Oggi la custodia cautelare deve essere opportunamente motivata (il pericolo di inquinamento delle prove, il pericolo di fuga dell’imputato, il pericolo che l’imputato possa commettere ulteriori delitti). Inoltre le misure cautelari devono essere richieste da P.M. al giudice; possono essere adottate solamente nei casi di gravità del reato previsti dalla legge; richiedono un interrogatorio dell’imputato con l’assistenza del proprio legale; possono non consistere nella reclusione, ma anche in misure alternative che raggiungono l’obiettivo voluto senza comprimere senza ragione il diritto alla libertà dell’imputato prima della sua eventuale condanna in via definitiva.

Ampio spazio anche per i numeri sull’argomento, di cui si riporta quello che maggiormente colpisce nel paragone con gli altri Paesi europei: al 1° settembre 2007 la percentuale europea dei detenuti non condannati in via definitiva era pari al 25,6%, mentre quella italiana era pari al 61,7 %.

Se l’ampia parte descrittiva del fenomeno è chiara ed esaustiva, non lo stesso si può dire sulle conclusioni. Al cittadino pare evidente che si debba ricercare la via che porti a contemperare il diritto alla libertà personale ed il diritto alla sicurezza, come peraltro già accade negli altri Paesi europei. Vi è il problema del contenimento in limiti ridotti dei processi, ma anche quello della limitazione dei poteri della Magistratura Inquirente e del contemporaneo allargamento di quelli della Magistratura Giudicante.

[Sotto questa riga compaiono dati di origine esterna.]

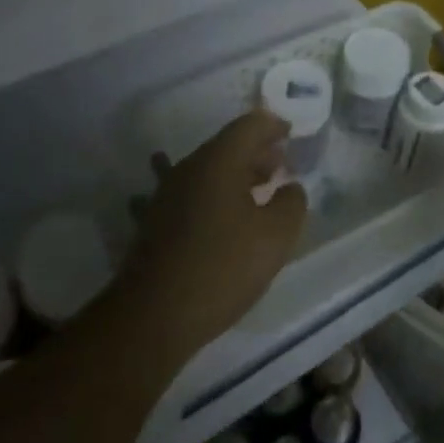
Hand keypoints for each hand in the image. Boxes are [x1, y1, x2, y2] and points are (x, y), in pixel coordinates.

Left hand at [121, 111, 308, 359]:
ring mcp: (166, 193)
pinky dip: (211, 195)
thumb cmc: (221, 268)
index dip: (273, 126)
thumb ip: (291, 203)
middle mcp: (189, 167)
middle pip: (227, 145)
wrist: (152, 317)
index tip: (291, 135)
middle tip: (280, 167)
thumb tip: (290, 188)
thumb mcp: (275, 237)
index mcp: (219, 160)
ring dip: (234, 175)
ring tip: (256, 191)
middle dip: (256, 152)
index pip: (250, 125)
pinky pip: (190, 193)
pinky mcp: (154, 220)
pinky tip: (215, 211)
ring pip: (207, 170)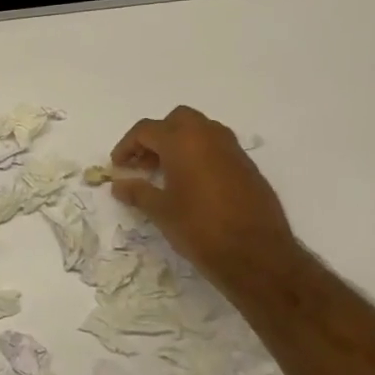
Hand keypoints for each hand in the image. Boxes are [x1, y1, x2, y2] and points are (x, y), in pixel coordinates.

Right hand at [110, 106, 298, 291]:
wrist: (256, 253)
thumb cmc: (200, 228)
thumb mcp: (161, 212)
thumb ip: (137, 192)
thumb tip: (118, 185)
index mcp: (183, 142)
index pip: (146, 130)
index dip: (127, 145)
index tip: (117, 166)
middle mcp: (209, 136)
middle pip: (176, 121)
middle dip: (156, 137)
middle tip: (143, 164)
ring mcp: (232, 149)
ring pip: (200, 130)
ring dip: (179, 143)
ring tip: (165, 174)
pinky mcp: (247, 166)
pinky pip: (217, 147)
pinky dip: (199, 155)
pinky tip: (192, 184)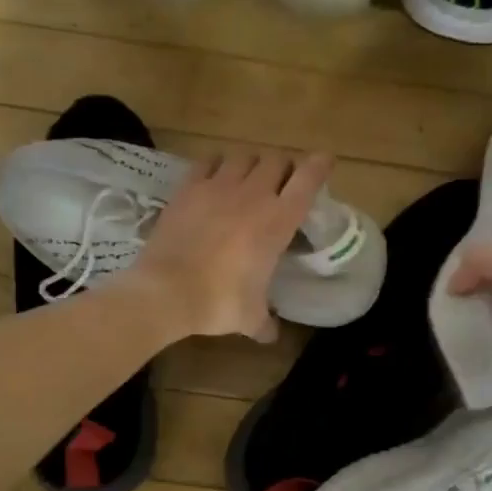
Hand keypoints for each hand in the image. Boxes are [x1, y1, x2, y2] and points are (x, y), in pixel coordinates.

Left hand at [124, 148, 334, 342]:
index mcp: (278, 221)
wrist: (166, 291)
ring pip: (244, 155)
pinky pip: (208, 161)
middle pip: (276, 159)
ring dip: (252, 163)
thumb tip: (271, 336)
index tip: (325, 161)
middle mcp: (253, 195)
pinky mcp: (189, 187)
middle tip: (281, 181)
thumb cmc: (219, 302)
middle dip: (283, 167)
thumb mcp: (250, 318)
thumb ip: (265, 323)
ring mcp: (218, 186)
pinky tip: (215, 176)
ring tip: (248, 177)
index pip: (308, 180)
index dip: (320, 165)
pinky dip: (217, 164)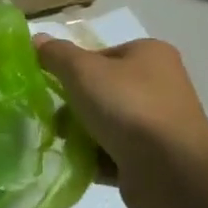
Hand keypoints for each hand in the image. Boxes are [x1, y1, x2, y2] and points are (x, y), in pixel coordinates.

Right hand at [37, 36, 207, 207]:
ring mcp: (157, 124)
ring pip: (106, 125)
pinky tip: (77, 165)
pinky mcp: (153, 158)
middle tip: (56, 121)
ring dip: (82, 135)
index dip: (73, 70)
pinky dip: (94, 159)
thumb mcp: (83, 71)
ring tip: (64, 145)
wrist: (170, 168)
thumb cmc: (128, 107)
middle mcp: (159, 85)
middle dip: (74, 108)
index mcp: (149, 55)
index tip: (54, 88)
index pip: (101, 56)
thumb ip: (57, 55)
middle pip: (102, 92)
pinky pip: (113, 154)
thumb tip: (37, 39)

Nulla quaestio sul primo punto: meno tempo è richiesto per giungere alla sentenza definitiva e minore sarà il ricorso alla custodia cautelare. Ma a questo si dovrebbe aggiungere qualcosa di simile a quello che già accade nei Paesi di common law : l’iniziativa per l’applicazione della misura cautelare è presa esclusivamente dal giudice all’interno del dibattimento, la cui prima udienza in Inghilterra deve svolgersi entro ventitré giorni dall’eventuale arresto dell’imputato da parte della Polizia. Inutile dire che tutto questo comporterebbe una vera e propria “rivoluzione copernicana” nel modo in cui la Magistratura interpreta oggi il suo ruolo ; ma le discrasie del nostro sistema giudiziario sono tali che è proprio di una “rivoluzione copernicana” di cui il Paese ha bisogno nella riforma della Giustizia, e non di “pannicelli caldi”.

Si spera di trovare qualcosa del genere nella riforma governativa sulla Giustizia, la cui ritardata uscita ricorda da vicino quella della recentissima sestina vincente al SuperEnalotto, con relativa vincita plurimilionaria.

Commenti all'articolo

  • Di illupodeicieli (---.---.---.118) 2 novembre 2010 19:03

    Se pensassero anche a quelli come me, ai falliti, che sono tra imprese e persone fisiche diverse centinaia di persone...Ma si chiede troppo, meglio lasciarci nel girone dei dannati, dei marchiati a vita, senza più nessun diritto. Del resto,anche per le leggi, dobbiamo prendere esempio dagli altri, e guardare all’Europa.Prodi diceva ,quando doveva e voleva farci digerire leggi e proovvedimenti di economia, che "è l’Europa che ce lo chiede" : ebbene la seconda opportunità e gli aiuti a chi deve e vuole reinserirsi dopo un fallimento, c’è altrove, ma non in Italia. E’ chiaro che ai più fa maggiore impressione il delitto di mafia, il giudice minacciato, ma nessuno pensa alle tragedie vissute da chi ,per colpa di un fallimento ha perduto il lavoro e ,ovviamente non ha nessun diritto a cassa integrazione o aiuti vari. Fa notizia e solo per qualche giorno se per caso si suicida, se disperato compie una rapina ma, alla fine dà più fastidio che altro la sua presenza e il voler richiamare l’attenzione. Meglio quindi dedicarsi a riformare la giustizia, ma solo quella che interessa i media e fa aumentare i voti se ci saranno elezioni politiche.Noi, falliti o protestati possiamo crepare.